Show Business Writers Discuss Work


In a sense, classic movie bloggers are show business writers on the periphery. We observe and are drawn to the goings-on of the movie world, like moths to the flame.

And then there are the writers on the inside of entertainment - the playwrights and screenwriters. They get the ball rolling, expressing what they want to say through an orchestra of actors, crew members and distribution centers, finally reaching the rest of us (hopefully with what they wanted to express still intact).

Let's get inspired by playwrights and screenwriters and their observations of show business.
Leonard Bernstein, Adolph Green, Betty Comden and Jerome Robbins in 1944,  making changes for“On the Town.”


Neil Simon
"I don't like writing for comedians. I like writing for actors. The best comedians are the best actors."

"You're a witness. You're always standing around watching what's happening, scribbling in your book what other people do. You have to get in the middle of it. You have to take sides. Make a contribution to the fight. Any fight. The one you believe in."

"In a sense, everything you write is autobiographical because it is going through your brain, so it comes out like litmus paper, it always catches some of who you are."

Betty Comden
"There is something about the creative process... which is that you can't talk about it. You try to think of anecdotes about it, and you try to explain, but you're never really saying what happened... it's a sort of happy accident."

"As members of the Freed unit, we had a very unusual experience for writers in Hollywood. The unit had a reputation for being very respectful of all its various talents, particularly the writers, and it was true. No other writer was ever put on one of our pictures, and no one was ever brought in to rewrite anything. Never. Which was very unusual. "

Joseph Mankiewicz
"Every screenwriter worthy of the name has already directed his film when he has written his script."

"I felt the urge to direct because I couldn't stomach what was being done with what I wrote."

Adolph Green
 "As a main ingredient to the show, it has to have truth, represent truth, or else it won't last."

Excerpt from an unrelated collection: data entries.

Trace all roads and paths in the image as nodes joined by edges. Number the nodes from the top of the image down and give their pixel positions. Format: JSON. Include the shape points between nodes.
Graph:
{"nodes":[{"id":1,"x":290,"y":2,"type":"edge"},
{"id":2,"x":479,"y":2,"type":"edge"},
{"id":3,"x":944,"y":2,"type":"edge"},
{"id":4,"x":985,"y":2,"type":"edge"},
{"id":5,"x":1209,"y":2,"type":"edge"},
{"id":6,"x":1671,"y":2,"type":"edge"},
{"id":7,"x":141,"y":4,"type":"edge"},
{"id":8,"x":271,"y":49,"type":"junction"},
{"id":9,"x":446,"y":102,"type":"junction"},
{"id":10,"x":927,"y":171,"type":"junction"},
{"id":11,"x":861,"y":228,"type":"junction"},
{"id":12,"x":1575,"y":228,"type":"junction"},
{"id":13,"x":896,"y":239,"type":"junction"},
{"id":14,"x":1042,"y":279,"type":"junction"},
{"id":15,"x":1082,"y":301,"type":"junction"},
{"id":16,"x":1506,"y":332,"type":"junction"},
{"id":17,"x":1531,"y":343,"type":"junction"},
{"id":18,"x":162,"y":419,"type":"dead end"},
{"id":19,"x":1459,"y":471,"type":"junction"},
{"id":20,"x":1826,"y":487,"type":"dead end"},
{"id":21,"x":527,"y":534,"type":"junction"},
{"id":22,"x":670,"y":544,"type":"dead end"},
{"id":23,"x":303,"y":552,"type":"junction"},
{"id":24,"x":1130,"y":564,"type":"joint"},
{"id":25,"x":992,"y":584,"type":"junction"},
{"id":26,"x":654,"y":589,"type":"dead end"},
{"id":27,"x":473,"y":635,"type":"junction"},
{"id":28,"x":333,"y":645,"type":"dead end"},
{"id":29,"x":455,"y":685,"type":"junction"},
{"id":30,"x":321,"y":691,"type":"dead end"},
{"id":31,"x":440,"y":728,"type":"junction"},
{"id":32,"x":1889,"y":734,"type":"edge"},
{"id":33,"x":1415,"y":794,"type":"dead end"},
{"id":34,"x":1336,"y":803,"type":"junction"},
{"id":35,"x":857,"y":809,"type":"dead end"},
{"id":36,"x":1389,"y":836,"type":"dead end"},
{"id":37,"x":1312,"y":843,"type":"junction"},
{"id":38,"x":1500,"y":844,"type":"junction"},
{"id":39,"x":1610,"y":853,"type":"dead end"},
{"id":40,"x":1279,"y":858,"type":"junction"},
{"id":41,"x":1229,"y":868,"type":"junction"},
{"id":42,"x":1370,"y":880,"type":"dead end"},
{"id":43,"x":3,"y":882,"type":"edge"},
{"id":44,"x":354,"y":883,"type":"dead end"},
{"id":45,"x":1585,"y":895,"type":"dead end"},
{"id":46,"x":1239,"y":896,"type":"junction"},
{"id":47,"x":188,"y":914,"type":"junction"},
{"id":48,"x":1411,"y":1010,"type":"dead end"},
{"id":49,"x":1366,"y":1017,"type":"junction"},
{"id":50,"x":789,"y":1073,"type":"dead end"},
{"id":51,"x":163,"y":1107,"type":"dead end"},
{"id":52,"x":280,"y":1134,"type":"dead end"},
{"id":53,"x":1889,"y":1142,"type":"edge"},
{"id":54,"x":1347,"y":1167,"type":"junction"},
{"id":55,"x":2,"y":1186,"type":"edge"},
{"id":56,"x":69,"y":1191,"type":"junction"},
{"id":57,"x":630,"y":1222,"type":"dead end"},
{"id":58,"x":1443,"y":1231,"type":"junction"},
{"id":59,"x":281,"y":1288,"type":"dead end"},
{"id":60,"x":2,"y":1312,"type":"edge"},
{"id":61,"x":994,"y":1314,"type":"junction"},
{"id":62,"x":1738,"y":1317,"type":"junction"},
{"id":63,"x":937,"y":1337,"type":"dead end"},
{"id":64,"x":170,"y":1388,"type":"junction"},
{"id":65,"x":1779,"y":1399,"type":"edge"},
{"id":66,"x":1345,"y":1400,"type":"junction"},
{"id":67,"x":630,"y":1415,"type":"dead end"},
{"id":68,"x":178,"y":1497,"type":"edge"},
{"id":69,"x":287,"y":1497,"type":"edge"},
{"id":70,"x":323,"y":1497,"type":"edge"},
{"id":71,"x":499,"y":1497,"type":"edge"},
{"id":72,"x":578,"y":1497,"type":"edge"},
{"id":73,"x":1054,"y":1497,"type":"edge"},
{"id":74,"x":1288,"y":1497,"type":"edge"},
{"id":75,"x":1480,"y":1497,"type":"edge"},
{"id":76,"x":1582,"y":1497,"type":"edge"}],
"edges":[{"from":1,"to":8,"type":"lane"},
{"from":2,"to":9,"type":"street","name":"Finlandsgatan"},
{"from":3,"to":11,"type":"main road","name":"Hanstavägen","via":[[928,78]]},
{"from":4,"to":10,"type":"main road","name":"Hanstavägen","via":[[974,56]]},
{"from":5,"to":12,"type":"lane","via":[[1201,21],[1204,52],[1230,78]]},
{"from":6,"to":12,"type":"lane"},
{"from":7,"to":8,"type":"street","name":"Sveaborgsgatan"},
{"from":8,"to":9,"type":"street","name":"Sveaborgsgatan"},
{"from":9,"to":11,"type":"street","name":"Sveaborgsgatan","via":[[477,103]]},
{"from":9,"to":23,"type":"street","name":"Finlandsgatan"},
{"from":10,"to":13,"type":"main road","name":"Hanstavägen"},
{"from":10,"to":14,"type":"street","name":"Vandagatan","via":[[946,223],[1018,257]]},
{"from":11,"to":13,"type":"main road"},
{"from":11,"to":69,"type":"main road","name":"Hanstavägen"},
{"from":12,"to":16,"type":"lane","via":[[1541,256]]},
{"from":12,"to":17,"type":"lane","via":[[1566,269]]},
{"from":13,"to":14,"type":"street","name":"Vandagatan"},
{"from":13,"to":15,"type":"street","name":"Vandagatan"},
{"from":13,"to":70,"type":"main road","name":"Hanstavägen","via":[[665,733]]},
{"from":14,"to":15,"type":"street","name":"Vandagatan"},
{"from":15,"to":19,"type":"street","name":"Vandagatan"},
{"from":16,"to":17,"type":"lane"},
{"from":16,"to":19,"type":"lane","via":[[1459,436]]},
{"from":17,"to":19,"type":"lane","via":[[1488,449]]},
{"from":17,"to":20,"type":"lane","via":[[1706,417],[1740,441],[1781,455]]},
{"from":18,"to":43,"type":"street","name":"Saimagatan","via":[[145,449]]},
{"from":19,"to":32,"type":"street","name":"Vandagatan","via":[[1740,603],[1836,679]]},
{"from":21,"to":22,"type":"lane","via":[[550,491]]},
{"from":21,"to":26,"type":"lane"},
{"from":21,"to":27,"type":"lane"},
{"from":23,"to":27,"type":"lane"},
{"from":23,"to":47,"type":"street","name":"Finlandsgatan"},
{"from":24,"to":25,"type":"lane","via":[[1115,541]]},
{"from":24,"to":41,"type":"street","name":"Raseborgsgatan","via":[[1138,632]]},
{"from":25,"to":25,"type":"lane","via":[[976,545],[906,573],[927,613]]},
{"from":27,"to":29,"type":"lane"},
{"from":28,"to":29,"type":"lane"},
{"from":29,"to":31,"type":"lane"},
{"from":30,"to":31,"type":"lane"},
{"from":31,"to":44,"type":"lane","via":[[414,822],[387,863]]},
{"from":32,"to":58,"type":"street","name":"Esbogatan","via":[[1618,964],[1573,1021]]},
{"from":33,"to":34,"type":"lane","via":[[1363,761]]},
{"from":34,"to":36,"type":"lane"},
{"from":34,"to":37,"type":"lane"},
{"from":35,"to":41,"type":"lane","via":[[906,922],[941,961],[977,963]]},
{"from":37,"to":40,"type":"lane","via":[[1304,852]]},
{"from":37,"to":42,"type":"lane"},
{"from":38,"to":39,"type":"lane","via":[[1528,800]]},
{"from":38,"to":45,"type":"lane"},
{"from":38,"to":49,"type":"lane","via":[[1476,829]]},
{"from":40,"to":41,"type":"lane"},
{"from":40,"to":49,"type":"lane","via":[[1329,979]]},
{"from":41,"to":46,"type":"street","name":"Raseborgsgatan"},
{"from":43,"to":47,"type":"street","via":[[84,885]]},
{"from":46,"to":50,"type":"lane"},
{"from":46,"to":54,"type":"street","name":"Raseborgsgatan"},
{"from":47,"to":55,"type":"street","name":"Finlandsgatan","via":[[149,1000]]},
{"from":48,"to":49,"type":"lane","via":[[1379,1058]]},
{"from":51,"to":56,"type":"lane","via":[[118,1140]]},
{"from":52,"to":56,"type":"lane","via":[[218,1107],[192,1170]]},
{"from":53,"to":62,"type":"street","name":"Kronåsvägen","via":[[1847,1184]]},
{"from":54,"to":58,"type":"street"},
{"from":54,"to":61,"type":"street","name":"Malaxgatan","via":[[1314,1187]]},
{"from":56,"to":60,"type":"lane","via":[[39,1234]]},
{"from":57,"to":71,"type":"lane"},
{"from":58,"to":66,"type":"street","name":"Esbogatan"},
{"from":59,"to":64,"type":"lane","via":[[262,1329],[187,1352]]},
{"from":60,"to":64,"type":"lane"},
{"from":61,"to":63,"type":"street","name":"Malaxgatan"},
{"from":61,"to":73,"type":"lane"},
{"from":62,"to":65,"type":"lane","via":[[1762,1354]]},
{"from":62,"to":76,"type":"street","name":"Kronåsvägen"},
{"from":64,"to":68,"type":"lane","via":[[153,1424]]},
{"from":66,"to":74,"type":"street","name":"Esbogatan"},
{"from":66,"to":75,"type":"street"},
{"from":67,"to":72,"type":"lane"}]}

"We've managed to keep a spirit of fun, I guess, of urban satire and finding new and odd interesting angles to the ways of life to put on the stage."
Herman Mankiewicz
[In a telegram to Ben Hecht urging him to come to Hollywood to write movies]:
"Will you accept 300 per week to work for Paramount? All expenses paid. 300 is peanuts. Millions are to be grabbed out here and your only competition is idiots. Don't let this get around."

Ben Hecht
"Not only was the plot [in movies] the same, but the characters in it never varied. The characters must always be good or bad (and never human) in order not to confuse the plot of Virtue Triumphing. This denouement could be best achieved by stereotypes a fraction removed from those in the comic strips."

"For many years Hollywood held this double lure for me, tremendous sums of money for work that required no more effort than a game of pinochle. Of the 60 movies I wrote, more than half were written in two weeks or less. I received from each script, whether written in two weeks or [never more than] eight weeks, from $50,000 to $150,000. I worked also by the week. My salary ran from $5000 a week up. Metro-Goldwyn-Mayer in 1949 paid me $10,000 a week. David O. Selznick once paid me $3500 a day."

Orson Welles


"We live in a snake pit here... I hate it but I just don't allow myself to face the fact that I hold it in contempt because it keeps on turning out to be the only place to go."

"I know that in theory the word is secondary in cinema, but the secret of my work is that everything is based on the word. I always begin with the dialogue. And I do not understand how one dares to write action before dialogue. I must begin with what the characters say. I must know what they say before seeing them do what they do."